Career Options for Jobs That Keep You Active
For some people, the idea of working somewhere where you are on your feet, responding to calls, exercising, or out in nature seems preferable to the traditional office job of sitting for hours and completing spreadsheets. Luckily, there are a variety of careers where being active and able to move around are essential components of the job. Whether you love being outside in nature, doing work that is meaningful to your community, or you just want to help people become as fit as you are, here are some of the best jobs for people who like to live an active lifestyle.
|Job Title||Median Salary (2018)*||Job Outlook (2016-26)*|
|Fitness Trainers||$39,820 (fitness trainers and aerobics instructors)||10% (fitness trainers and aerobics instructors)|
|Police Officers||$63,380 (police and detectives)||7% (police and detectives)|
|Athletic Coaches||$33,780 (coaches and scouts)||13% (coaches and scouts)|
Source: *U.S. Bureau of Labor Statistics
Career Information for Jobs That Keep You Active
Fitness trainers help clients to meet their exercise goals and create a plan to enhance a healthy lifestyle. Trainers get to demonstrate exercises for their clients and stay on their feet for much of their shifts. The educational level to begin as a fitness instructor is a high school diploma; in addition, more and more employers now require an associate or bachelor's degree in an area related to fitness, such as kinesiology. Many employers prefer to hire candidates who are already licensed.
Foresters clear land to prepare sites for new trees and supervise tree harvests.
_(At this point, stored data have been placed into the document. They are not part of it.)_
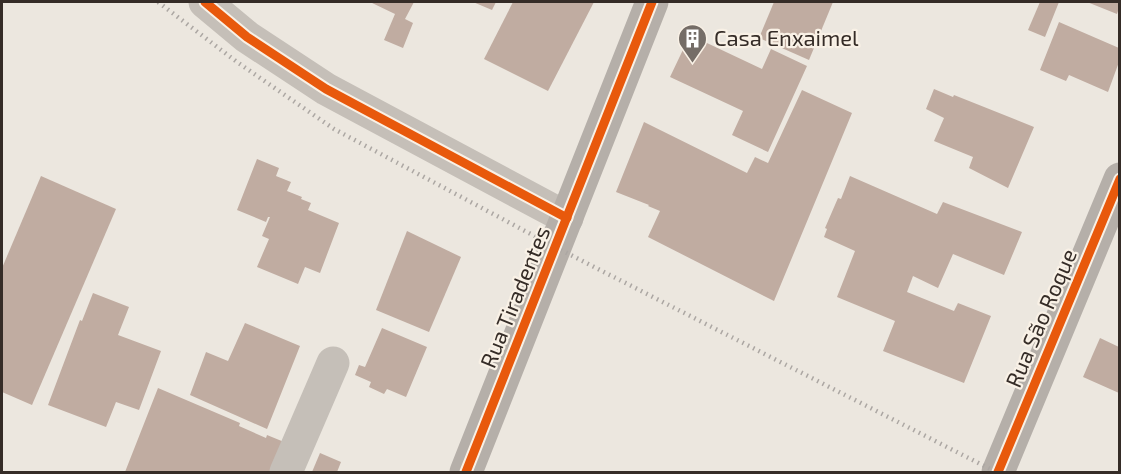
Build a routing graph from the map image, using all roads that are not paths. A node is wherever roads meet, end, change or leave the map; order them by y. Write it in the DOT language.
graph roads {
  1 [pos="205,2"];
  2 [pos="648,3"];
  3 [pos="1119,178"];
  4 [pos="567,218"];
  5 [pos="333,363"];
  6 [pos="286,472"];
  7 [pos="466,472"];
  8 [pos="998,472"];
  1 -- 4 [label="street"];
  2 -- 4 [label="street, Rua Tiradentes"];
  3 -- 8 [label="street, Rua São Roque"];
  4 -- 7 [label="street, Rua Tiradentes"];
  5 -- 6 [label="street"];
}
Their job responsibilities, while varied, involve outdoor work doing tasks such as walking around a site measuring trees, which makes it a good fit for active people who do not enjoy sitting at a desk for long periods of time. The entry-level requirement for foresters is a bachelor's degree in forestry; it is also helpful for foresters to take classes for a background in computer modeling, such as geographic information systems (GIS).
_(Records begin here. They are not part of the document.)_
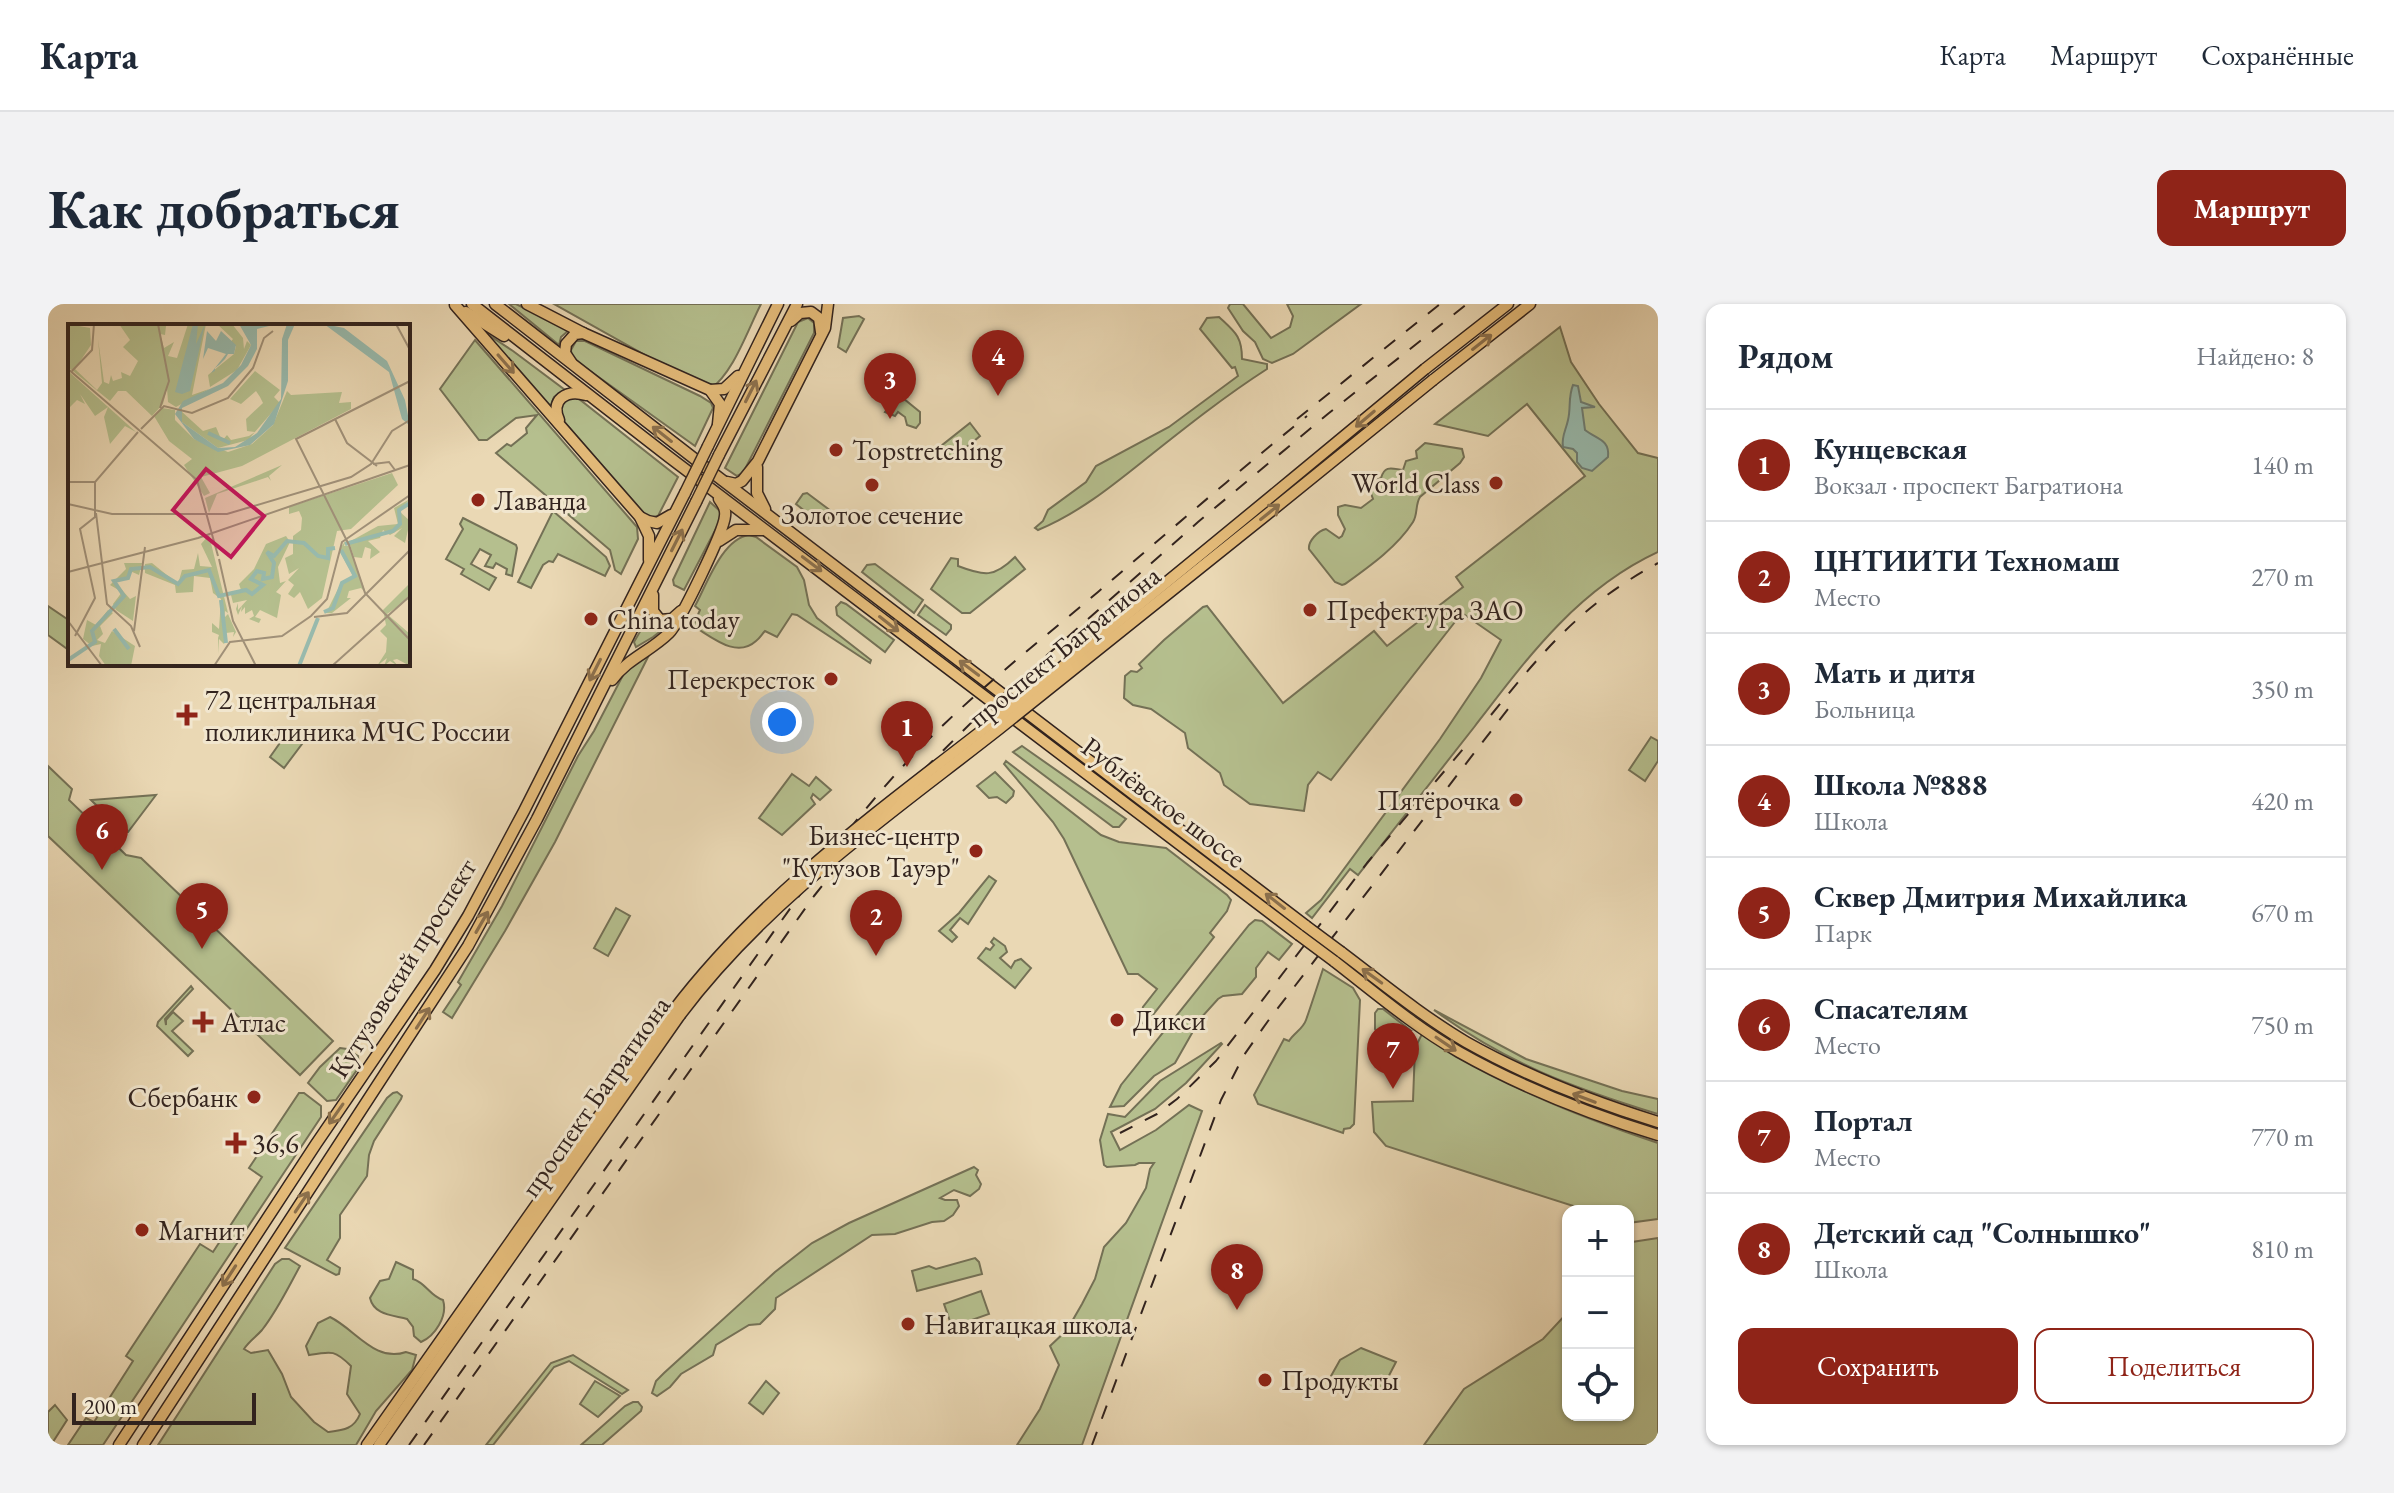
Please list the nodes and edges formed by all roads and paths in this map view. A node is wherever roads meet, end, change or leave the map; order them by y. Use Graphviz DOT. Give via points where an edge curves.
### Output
graph roads {
  1 [pos="472,304"];
  2 [pos="495,304"];
  3 [pos="507,304"];
  4 [pos="527,304"];
  5 [pos="778,304"];
  6 [pos="797,304"];
  7 [pos="828,304"];
  8 [pos="1508,304"];
  9 [pos="1530,304"];
  10 [pos="454,305"];
  11 [pos="783,328"];
  12 [pos="583,333"];
  13 [pos="821,338"];
  14 [pos="560,355"];
  15 [pos="549,364"];
  16 [pos="575,366"];
  17 [pos="746,367"];
  18 [pos="710,390"];
  19 [pos="589,396"];
  20 [pos="718,424"];
  21 [pos="563,429"];
  22 [pos="758,461"];
  23 [pos="722,480"];
  24 [pos="714,491"];
  25 [pos="676,511"];
  26 [pos="640,517"];
  27 [pos="771,517"];
  28 [pos="769,532"];
  29 [pos="714,549"];
  30 [pos="648,566"];
  31 [pos="658,579"];
  32 [pos="684,606"];
  33 [pos="593,708"];
  34 [pos="1303,931"];
  35 [pos="1338,957"];
  36 [pos="676,1013"];
  37 [pos="1658,1122"];
  38 [pos="1658,1135"];
  39 [pos="119,1445"];
  40 [pos="143,1445"];
  41 [pos="367,1445"];
  42 [pos="379,1445"];
  1 -- 15 [label="main road"];
  2 -- 14 [label="main road"];
  3 -- 14 [label="main road"];
  4 -- 12 [label="main road"];
  5 -- 17 [label="main road, Кутузовский проспект"];
  6 -- 11 [label="main road, Кутузовский проспект"];
  7 -- 13 [label="main road"];
  8 -- 36 [label="main road, проспект Багратиона, one-way, bridge" via="829,852 726,948"];
  36 -- 9 [label="main road, проспект Багратиона, one-way, bridge" via="832,859"];
  10 -- 15 [label="main road"];
  10 -- 21 [label="main road, one-way"];
  11 -- 13 [label="main road" via="800,313 811,312 819,320"];
  31 -- 11 [label="main road, Кутузовский проспект, one-way, bridge"];
  12 -- 16 [label="main road" via="566,344 565,353"];
  12 -- 18 [label="main road"];
  13 -- 22 [label="main road"];
  14 -- 16 [label="main road, Рублёвское шоссе"];
  15 -- 19 [label="main road, Рублёвское шоссе"];
  23 -- 16 [label="main road, Рублёвское шоссе, one-way"];
  17 -- 18 [label="main road" via="727,387"];
  17 -- 20 [label="main road, Кутузовский проспект"];
  18 -- 20 [label="main road" via="720,404"];
  19 -- 21 [label="main road" via="569,392 559,400 555,413"];
  19 -- 24 [label="main road, Рублёвское шоссе"];
  20 -- 25 [label="main road, Кутузовский проспект, bridge"];
  21 -- 26 [label="main road"];
  22 -- 23 [label="main road" via="742,481"];
  22 -- 27 [label="main road" via="757,493"];
  23 -- 27 [label="main road, Рублёвское шоссе"];
  24 -- 28 [label="main road, Рублёвское шоссе"];
  24 -- 29 [label="main road" via="726,512"];
  25 -- 26 [label="main road" via="657,523"];
  25 -- 30 [label="main road, Кутузовский проспект"];
  26 -- 30 [label="main road" via="649,536"];
  34 -- 27 [label="main road, Рублёвское шоссе, one-way"];
  28 -- 29 [label="main road" via="736,530"];
  28 -- 34 [label="main road, Рублёвское шоссе, one-way"];
  29 -- 32 [label="main road"];
  30 -- 39 [label="main road, Кутузовский проспект, one-way" via="468,916"];
  31 -- 32 [label="main road" via="652,605 656,617 672,619"];
  31 -- 33 [label="main road, Кутузовский проспект"];
  32 -- 33 [label="main road" via="668,634 623,666"];
  40 -- 33 [label="main road, Кутузовский проспект, one-way" via="468,946"];
  34 -- 35 [label="main road, Рублёвское шоссе, bridge"];
  37 -- 35 [label="main road, Рублёвское шоссе, one-way" via="1585,1099 1517,1069"];
  35 -- 38 [label="main road, Рублёвское шоссе, one-way" via="1458,1052 1580,1109"];
  36 -- 41 [label="main road, проспект Багратиона"];
  36 -- 42 [label="main road, проспект Багратиона"];
}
Physical therapists help patients with illnesses or injuries to exercise or use equipment that helps them improve their mobility and reduce pain. A physical therapist may walk with a patient learning to use crutches or otherwise spend much of their time on their feet. Becoming a physical therapist requires a bachelor's degree and then about three years in a doctoral physical therapy program. In addition to schooling requirements, physical therapists must become licensed in order to work.
Police officers are responsible for making sure citizens obey the law and keeping a community safe. Patrolling areas and possibly making arrests means being out within the community, walking or driving, and it can be a physically demanding job with sometimes extensive travel. Police officers must at least obtain a high school education and complete a training academy program, as well as having on-the-job training, in order to qualify. Some states require a bachelor's degree or other coursework as a prerequisite.
Surveyors travel to locations to help draw the boundaries of a particular location for construction or for records such as court documents. Surveyors work outside sometimes, walking through and examining properties. Someone wanting to enter the surveying field needs a bachelor's degree in a field related to surveying, such as civil engineering. Many states require that to become a licensed surveyor, a candidate must work as a technician for four or more years under a current surveyor.
Athletic coaches help both amateur and professional athletes attain and improve skills in order to enhance sports performance. A coach leads training sessions where they focus on improving their athletes technique, strategy, and stamina. A positive and encouraging attitude is a must in this job, and instilling proper etiquette and sportsmanship is a big part of your role-model function. A bachelor's degree is usually required for athletic coaches, as well as an expert level of knowledge in the sport of your choosing.